(Task data)
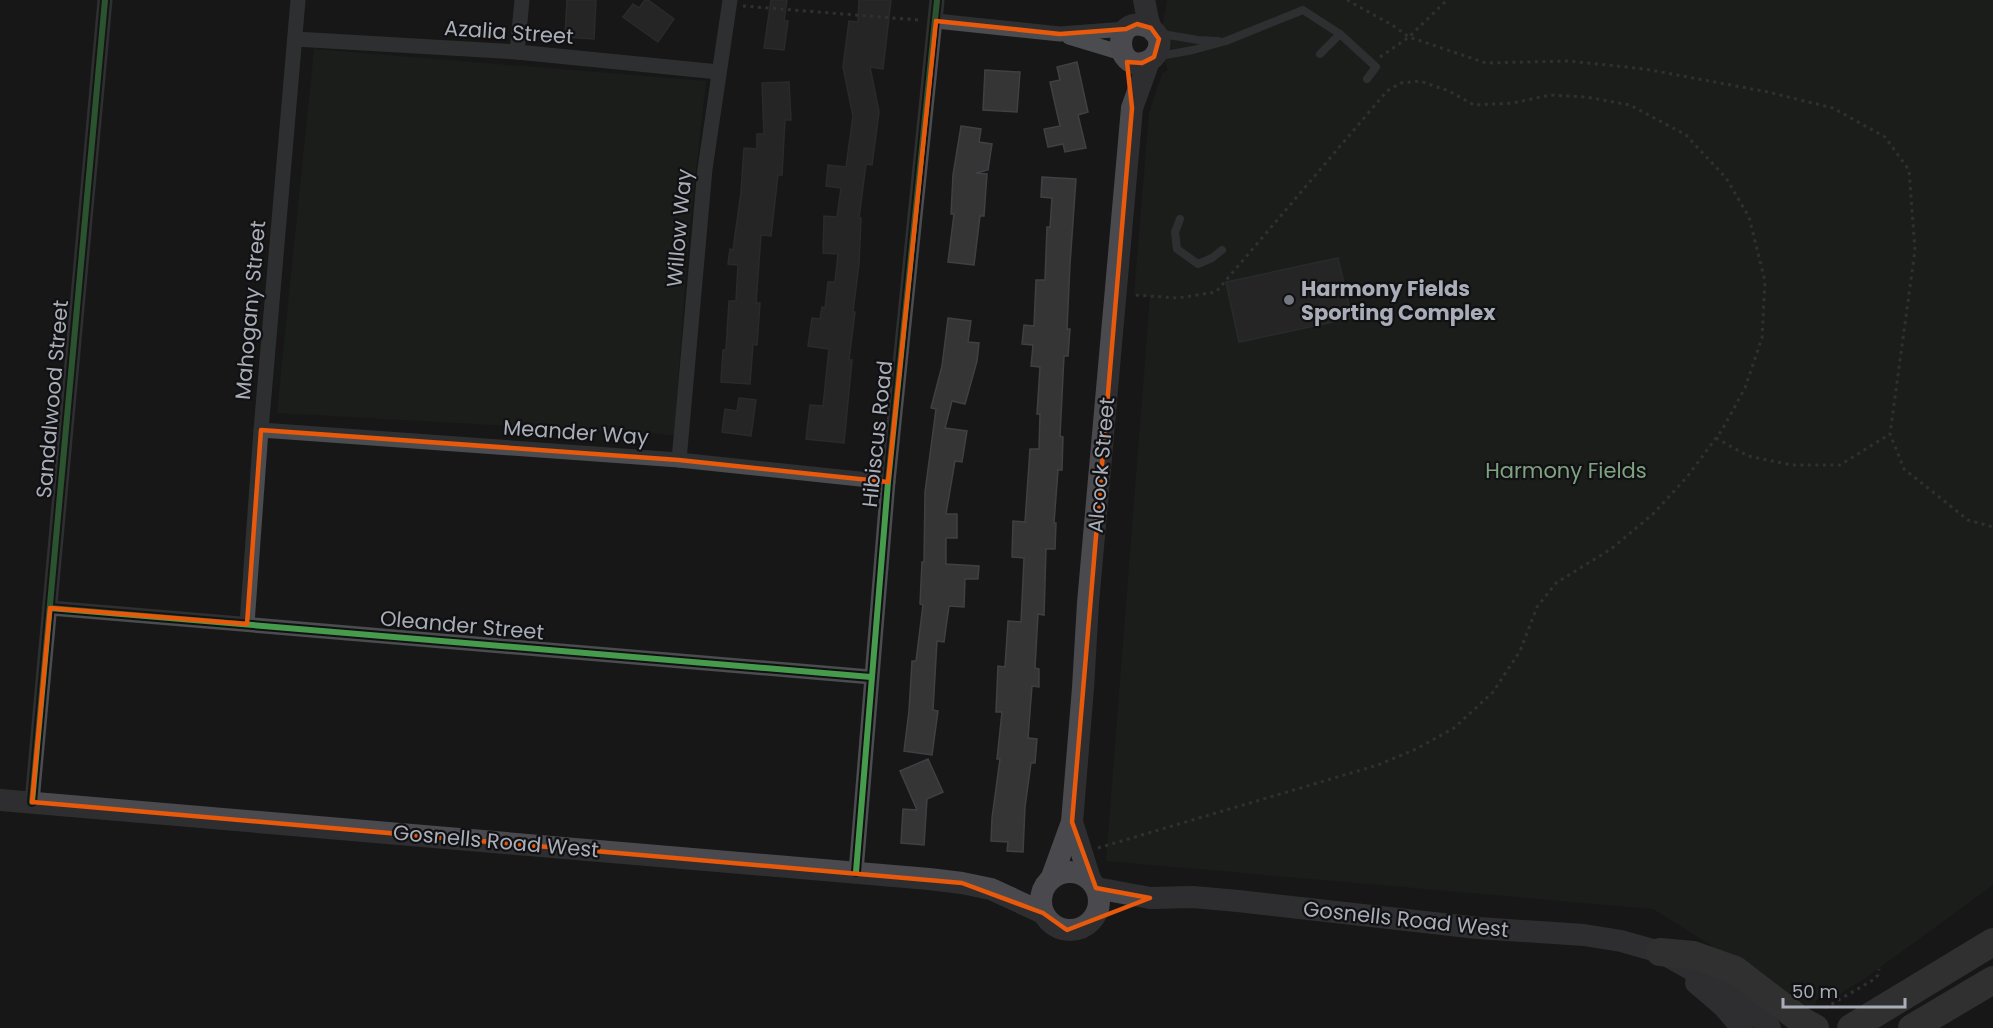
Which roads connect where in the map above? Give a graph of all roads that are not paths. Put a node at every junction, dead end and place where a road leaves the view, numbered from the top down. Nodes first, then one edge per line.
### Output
1 (105, 0) edge
2 (298, 0) edge
3 (522, 0) edge
4 (937, 0) edge
5 (1138, 0) edge
6 (1144, 0) edge
7 (730, 3) edge
8 (936, 21) junction
9 (1141, 29) junction
10 (1060, 34) junction
11 (1340, 34) junction
12 (295, 39) junction
13 (1226, 41) junction
14 (517, 52) junction
15 (1320, 54) dead end
16 (1125, 56) junction
17 (1152, 59) junction
18 (719, 72) junction
19 (1367, 80) dead end
20 (1132, 108) junction
21 (1180, 219) dead end
22 (1222, 250) dead end
23 (261, 430) junction
24 (679, 460) junction
25 (888, 482) junction
26 (50, 608) junction
27 (247, 624) junction
28 (871, 677) junction
29 (0, 800) edge
30 (32, 802) junction
31 (1072, 822) junction
32 (856, 872) junction
33 (1050, 879) junction
34 (1093, 883) junction
35 (991, 889) junction
36 (1150, 898) junction
37 (1043, 913) junction
38 (1093, 918) junction
39 (1993, 942) edge
40 (1660, 952) junction
41 (1993, 980) edge
42 (1817, 1020) edge
43 (1742, 1028) edge
44 (1770, 1028) edge
45 (1851, 1028) edge
46 (1912, 1028) edge

1 - 26 street, Sandalwood Street
2 - 12 street, Mahogany Street
3 - 14 street
4 - 8 street, Hibiscus Road
5 - 9 main road, Alcock Street
6 - 9 main road, Alcock Street
7 - 18 street, Willow Way
8 - 10 street
8 - 25 street, Hibiscus Road
9 - 10 street
9 - 13 lane
9 - 16 main road, Alcock Street
9 - 17 main road, Alcock Street
10 - 16 street
11 - 13 lane
11 - 15 lane
11 - 19 lane
12 - 14 street, Azalia Street
12 - 23 street, Mahogany Street
13 - 17 lane
14 - 18 street, Azalia Street
16 - 17 main road
16 - 20 main road, Alcock Street
17 - 20 main road, Alcock Street
18 - 24 street, Willow Way
20 - 31 main road, Alcock Street
21 - 22 lane
23 - 24 street, Meander Way
23 - 27 street, Mahogany Street
24 - 25 street, Meander Way
25 - 28 street, Hibiscus Road
26 - 27 street, Oleander Street
26 - 30 street, Sandalwood Street
27 - 28 street, Oleander Street
28 - 32 street, Hibiscus Road
29 - 30 main road, Gosnells Road West
30 - 32 main road, Gosnells Road West
31 - 33 main road, Alcock Street
31 - 34 main road, Alcock Street
32 - 35 main road, Gosnells Road West
33 - 34 main road, Gosnells Road West
33 - 35 main road, Gosnells Road West
33 - 37 main road
34 - 36 main road, Gosnells Road West
34 - 38 main road
35 - 37 main road, Gosnells Road West
36 - 38 main road, Gosnells Road West
36 - 40 main road, Gosnells Road West
37 - 38 main road, Gosnells Road West
39 - 45 highway
40 - 42 highway
40 - 43 main road, Gosnells Road West
40 - 44 main road, Gosnells Road West
41 - 46 highway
(End Task data)
◆ **Requirement**
Go back to the records above and write them out exactly, without the pictures.

◆ **Solution**
Which roads connect where in the map above? Give a graph of all roads that are not paths. Put a node at every junction, dead end and place where a road leaves the view, numbered from the top down. Nodes first, then one edge per line.
### Output
1 (105, 0) edge
2 (298, 0) edge
3 (522, 0) edge
4 (937, 0) edge
5 (1138, 0) edge
6 (1144, 0) edge
7 (730, 3) edge
8 (936, 21) junction
9 (1141, 29) junction
10 (1060, 34) junction
11 (1340, 34) junction
12 (295, 39) junction
13 (1226, 41) junction
14 (517, 52) junction
15 (1320, 54) dead end
16 (1125, 56) junction
17 (1152, 59) junction
18 (719, 72) junction
19 (1367, 80) dead end
20 (1132, 108) junction
21 (1180, 219) dead end
22 (1222, 250) dead end
23 (261, 430) junction
24 (679, 460) junction
25 (888, 482) junction
26 (50, 608) junction
27 (247, 624) junction
28 (871, 677) junction
29 (0, 800) edge
30 (32, 802) junction
31 (1072, 822) junction
32 (856, 872) junction
33 (1050, 879) junction
34 (1093, 883) junction
35 (991, 889) junction
36 (1150, 898) junction
37 (1043, 913) junction
38 (1093, 918) junction
39 (1993, 942) edge
40 (1660, 952) junction
41 (1993, 980) edge
42 (1817, 1020) edge
43 (1742, 1028) edge
44 (1770, 1028) edge
45 (1851, 1028) edge
46 (1912, 1028) edge

1 - 26 street, Sandalwood Street
2 - 12 street, Mahogany Street
3 - 14 street
4 - 8 street, Hibiscus Road
5 - 9 main road, Alcock Street
6 - 9 main road, Alcock Street
7 - 18 street, Willow Way
8 - 10 street
8 - 25 street, Hibiscus Road
9 - 10 street
9 - 13 lane
9 - 16 main road, Alcock Street
9 - 17 main road, Alcock Street
10 - 16 street
11 - 13 lane
11 - 15 lane
11 - 19 lane
12 - 14 street, Azalia Street
12 - 23 street, Mahogany Street
13 - 17 lane
14 - 18 street, Azalia Street
16 - 17 main road
16 - 20 main road, Alcock Street
17 - 20 main road, Alcock Street
18 - 24 street, Willow Way
20 - 31 main road, Alcock Street
21 - 22 lane
23 - 24 street, Meander Way
23 - 27 street, Mahogany Street
24 - 25 street, Meander Way
25 - 28 street, Hibiscus Road
26 - 27 street, Oleander Street
26 - 30 street, Sandalwood Street
27 - 28 street, Oleander Street
28 - 32 street, Hibiscus Road
29 - 30 main road, Gosnells Road West
30 - 32 main road, Gosnells Road West
31 - 33 main road, Alcock Street
31 - 34 main road, Alcock Street
32 - 35 main road, Gosnells Road West
33 - 34 main road, Gosnells Road West
33 - 35 main road, Gosnells Road West
33 - 37 main road
34 - 36 main road, Gosnells Road West
34 - 38 main road
35 - 37 main road, Gosnells Road West
36 - 38 main road, Gosnells Road West
36 - 40 main road, Gosnells Road West
37 - 38 main road, Gosnells Road West
39 - 45 highway
40 - 42 highway
40 - 43 main road, Gosnells Road West
40 - 44 main road, Gosnells Road West
41 - 46 highway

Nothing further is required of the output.